Her mother, Manya, a Russian-born Communist, had left her family’s estate outside of Pinsk after the Tsar’s forces forced her father and brother to dig their own graves before being buried alive. Born in Chicago in 1911, Lydia belonged to the Young Communist League as a teenage girl, became a professional ballet dancer, married a Jewish man, and took out a lifelong membership in Hadassah. She left the Party in the late 1940s, concerned by reports then coming out of the Soviet Union and the effect her membership might have on my father and aunt. That her maiden name appears in the above paragraph feels a little odd, as it was never allowed to be mentioned to those outside the family, for fear that somehow it might be used against her.
So what was the appeal that Passover held on my presumably atheist, non-Jewish grandmother? In the end, I think, it comes back to those menus: Passover is, above all, a narrative of redemption, the very foods we eat providing a culinary guide to the story of the Exodus. And that story of liberation is one in which the burdens of religious observance are subsumed into a larger performance not only of Jewish identity, but of a faith in the future, accessible and intelligible to all who sit round the Seder table.

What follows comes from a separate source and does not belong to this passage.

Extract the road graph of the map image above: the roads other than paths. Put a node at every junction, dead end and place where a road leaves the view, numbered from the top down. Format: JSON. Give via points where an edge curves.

In his unfinished 1824 novel, The Rabbi of Bacherach, Heinrich Heine calls Passover “mournfully merry, seriously playful, and mysteriously secret.” More than any other holiday, he wrote, Passover exerted a hold on all Jews, such that “even those Jews who have long fallen away from the faith of their fathers and run after gentile joys and honors, are moved to their hearts when by chance the old well-known tones of the Passover songs ring in their ears.” With his passionate interest in Jewish history and political liberalism, Heine (who turned to Christianity in 1825 in pursuit of career advancement, a choice he lived to regret deeply) found Passover the perfect encapsulation of those two elements, the past providing a clear template for the ethical behavior of the present.

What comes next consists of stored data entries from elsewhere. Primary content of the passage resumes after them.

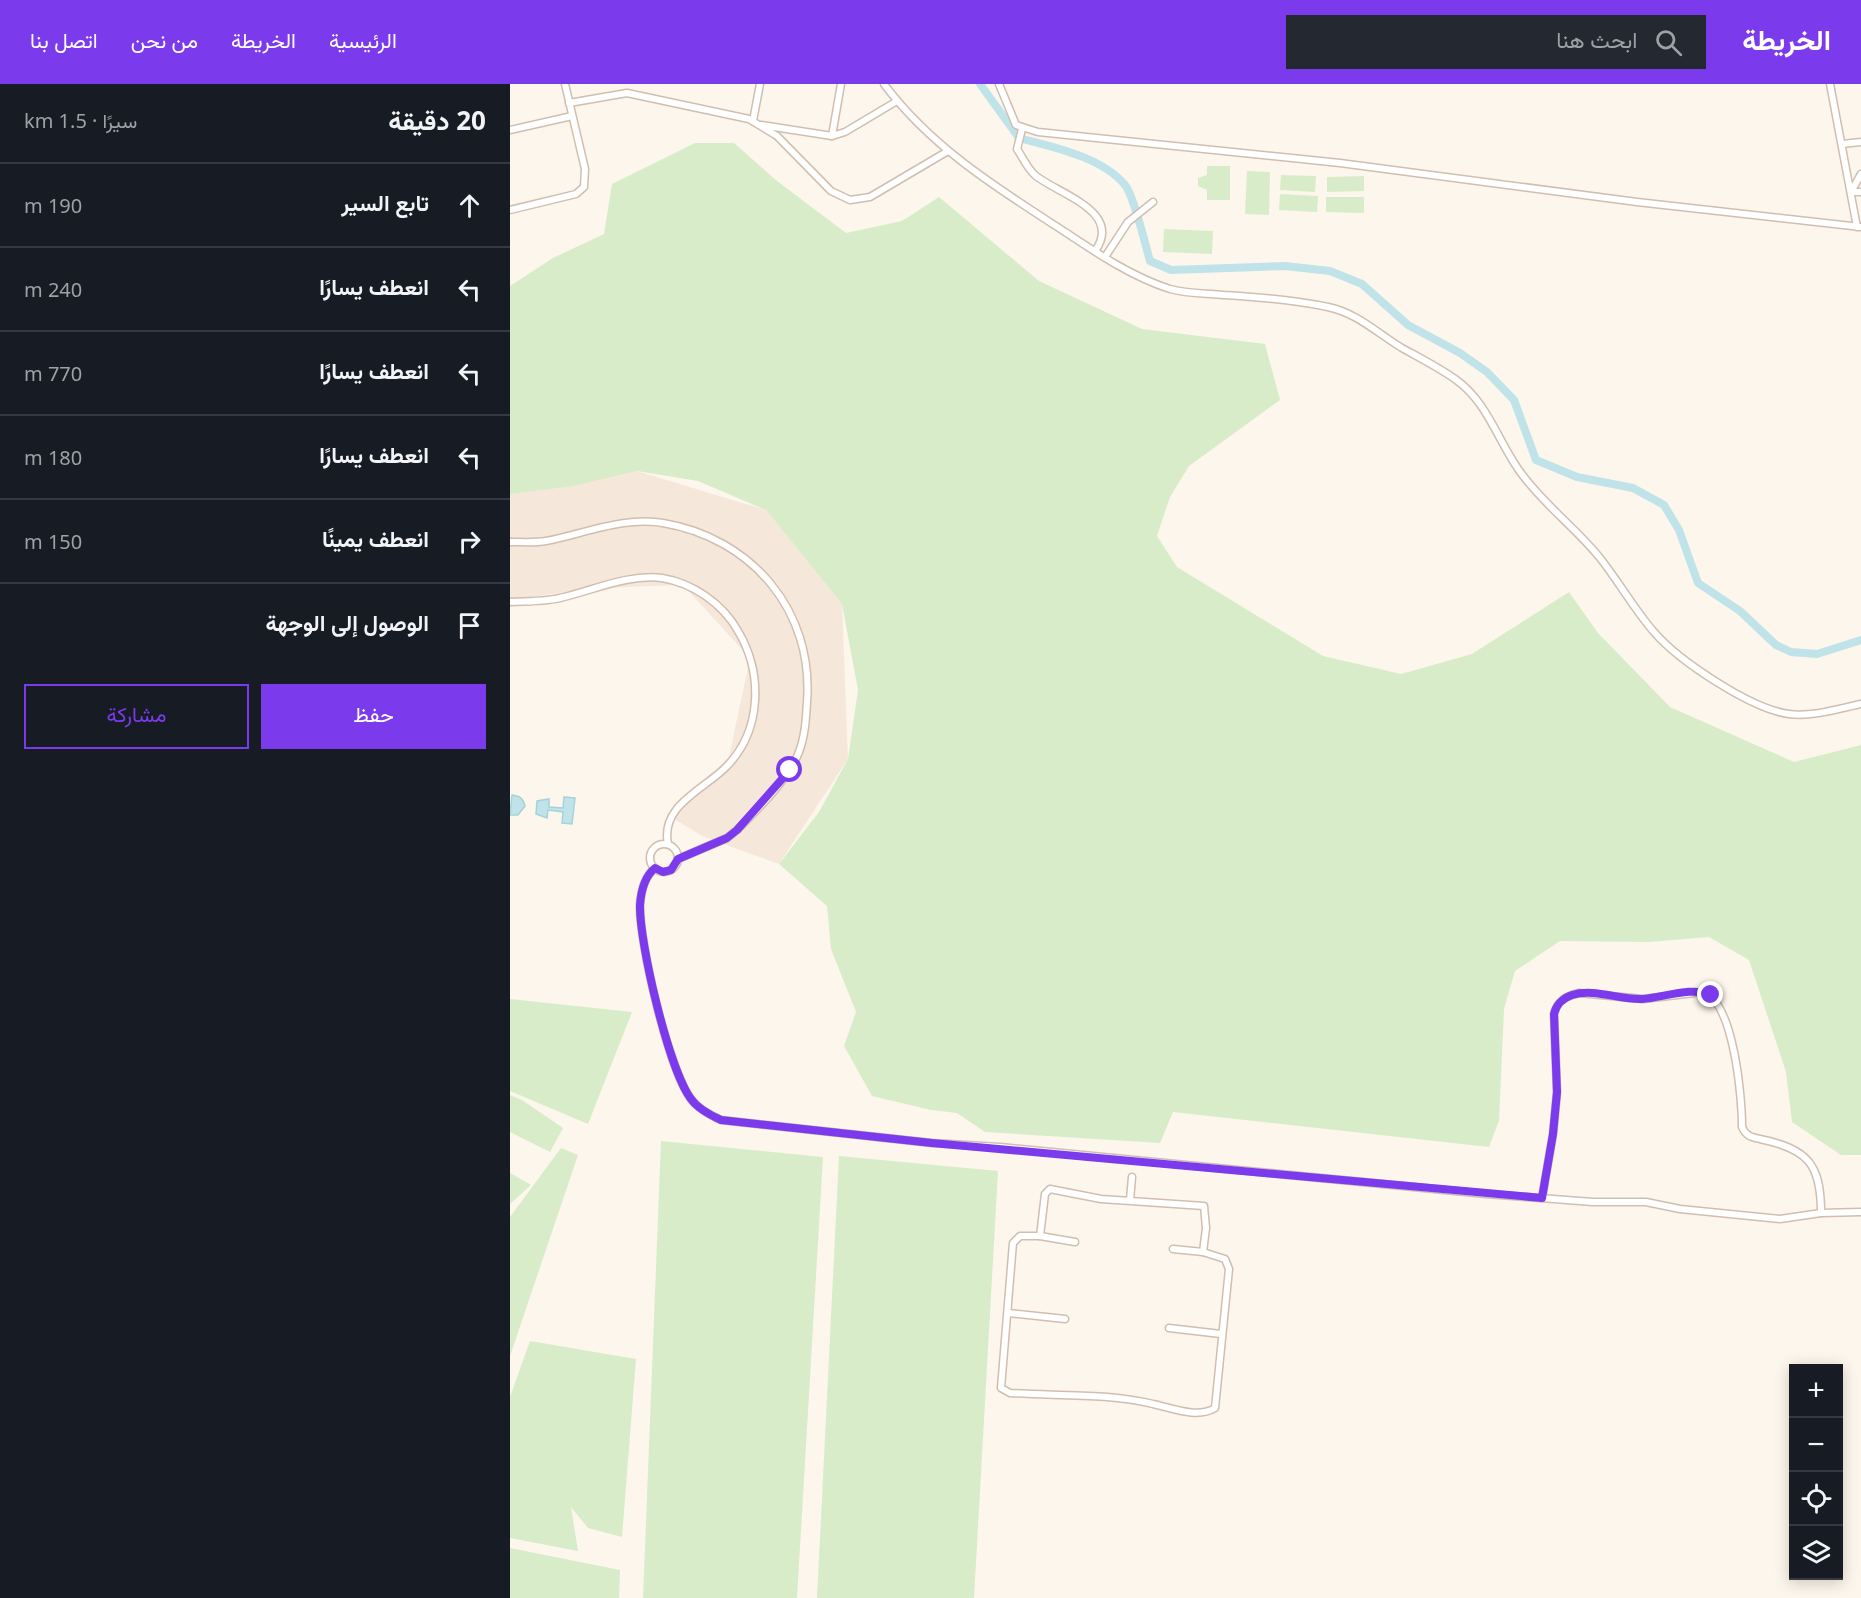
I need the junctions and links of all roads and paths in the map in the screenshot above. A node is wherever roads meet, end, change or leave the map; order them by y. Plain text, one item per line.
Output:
1 (565, 84) edge
2 (760, 84) edge
3 (841, 84) edge
4 (884, 84) edge
5 (999, 84) edge
6 (1830, 84) edge
7 (897, 101) junction
8 (569, 103) junction
9 (572, 116) junction
10 (756, 123) junction
11 (1022, 129) junction
12 (510, 130) edge
13 (832, 136) junction
14 (1861, 142) edge
15 (1842, 144) junction
16 (948, 151) junction
17 (1861, 174) edge
18 (1851, 192) junction
19 (1861, 192) edge
20 (1153, 202) dead end
21 (510, 210) edge
22 (1859, 227) edge
23 (1095, 251) junction
24 (1105, 257) junction
25 (510, 542) edge
26 (510, 602) edge
27 (1861, 704) edge
28 (668, 844) junction
29 (678, 859) junction
30 (655, 868) junction
31 (1132, 1177) dead end
32 (1542, 1198) junction
33 (1130, 1200) junction
34 (1861, 1212) edge
35 (1821, 1213) junction
36 (1040, 1236) junction
37 (1076, 1242) dead end
38 (1173, 1249) dead end
39 (1203, 1252) junction
40 (1008, 1313) junction
41 (1065, 1319) dead end
42 (1169, 1328) dead end
43 (1221, 1334) junction

1 - 8 street
2 - 10 street
3 - 13 street
4 - 7 street
5 - 11 street
6 - 15 street
7 - 13 street
7 - 16 street
8 - 9 street
8 - 10 street
9 - 12 street
9 - 21 street
10 - 13 street
10 - 16 street
11 - 22 street
11 - 23 street
14 - 15 street
15 - 18 street
16 - 23 street
17 - 18 street
18 - 19 street
18 - 22 street
20 - 24 street
23 - 24 street
24 - 27 street
25 - 29 street
26 - 28 street
28 - 29 street
28 - 30 street
29 - 30 street
30 - 32 street
31 - 33 street
32 - 35 street
32 - 35 street
33 - 36 street
33 - 39 street
34 - 35 street
36 - 37 street
36 - 40 street
38 - 39 street
39 - 43 street
40 - 41 street
40 - 43 street
42 - 43 street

I can only speculate as to whether or not it had a similar significance for Lydia. She died in November 1981, when I was 13, well before I would have been able to relate to her on an adult level. Perhaps she found a degree of resonance in Passover’s more universal themes. For all its Jewish specificity, Passover serves not only to remind us of our own liberation, but to jog us out of the complacency of everyday life and consider those who have yet to achieve their freedom. The 1942 New Haggadah, edited by Mordecai Kaplan, which my grandparents often used, says that “Pesach calls for us to be free, free from the tyranny of our own selves, free from the enslavement of poverty and inequality, free from the corroding hate that eats away the ties which unite mankind.” But when I asked my father why he thought his mother so enjoyed Passover, he simply replied, “Oh, she was a marvelous cook. She liked to make a nice meal.”

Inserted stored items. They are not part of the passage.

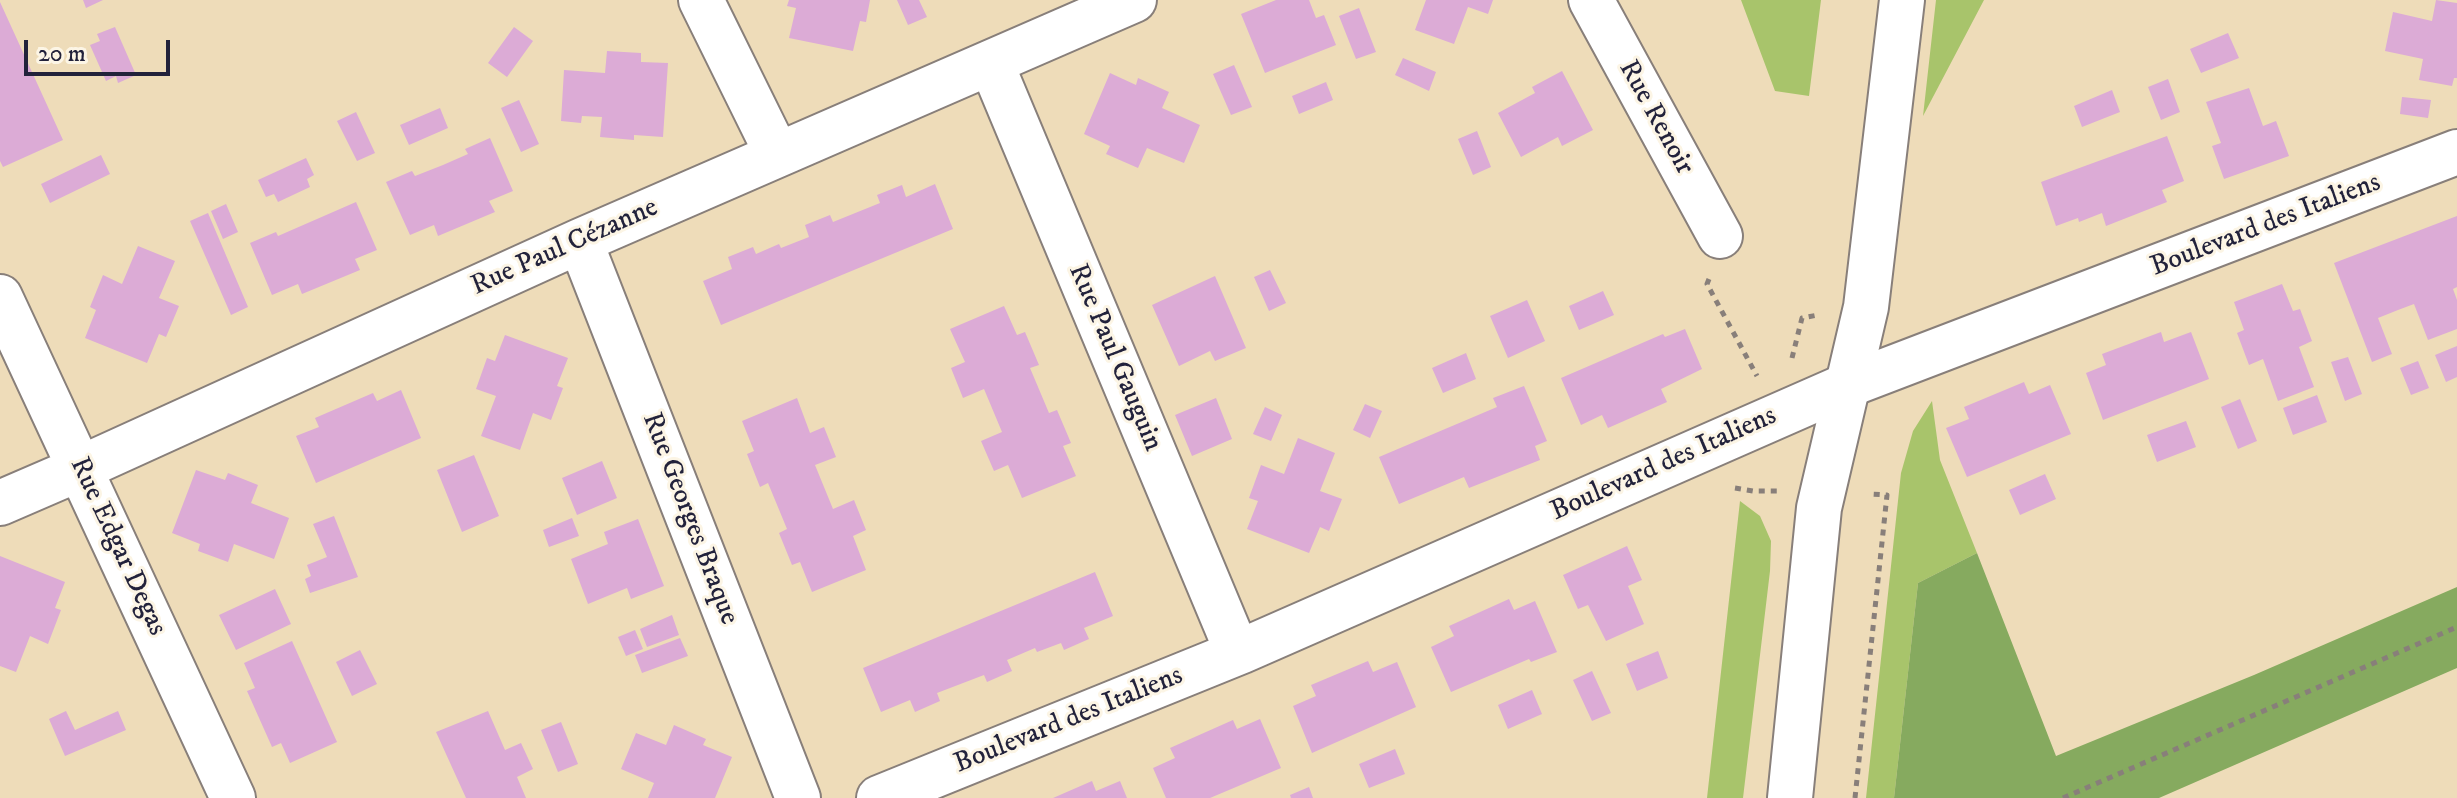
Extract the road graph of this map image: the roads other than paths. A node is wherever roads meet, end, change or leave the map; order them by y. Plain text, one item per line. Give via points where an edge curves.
1 (701, 0) edge
2 (1134, 0) edge
3 (1591, 0) edge
4 (1902, 0) edge
5 (991, 63) junction
6 (2457, 152) edge
7 (777, 154) junction
8 (1720, 236) road end
9 (580, 241) junction
10 (0, 297) edge
11 (1848, 385) junction
12 (81, 468) junction
13 (0, 503) edge
14 (1242, 651) junction
15 (233, 798) edge
16 (798, 798) edge
17 (879, 798) edge
18 (1790, 798) edge

1 - 7 street
2 - 5 street, Rue Paul Cézanne
3 - 8 street, Rue Renoir
4 - 11 street via 1866,307
5 - 7 street, Rue Paul Cézanne
5 - 14 street, Rue Paul Gauguin via 1231,637
6 - 11 street, Boulevard des Italiens
7 - 9 street, Rue Paul Cézanne
9 - 12 street, Rue Paul Cézanne
9 - 16 street, Rue Georges Braque
10 - 12 street, Rue Edgar Degas
11 - 14 street, Boulevard des Italiens
11 - 18 street via 1819,508
12 - 13 street, Rue Paul Cézanne
12 - 15 street, Rue Edgar Degas
14 - 17 street, Boulevard des Italiens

My husband and I now hold our own Seder. I make gefilte fish following Lydia’s recipe, which calls for enormous amounts of dill—more Russian than Jewish, perhaps. Her oak-leaf-and-acorn damask tablecloth rests on the table, as do copies of her typed, transliterated song sheets. We try to vary the menu every year, adding Italian and Sephardic specialties; of all the types of charoset we’ve tried, the Persian is the most popular, hands down. Yet each year I am drawn back to my grandmother’s menus, to her fastidious preservation of the order of the meal and the names of the guests. And each time, as the Seder opens, and we are commanded to eat the bread of affliction, I feel connected not only to the enormous weight of Jewish history, but to my grandmother Lydia.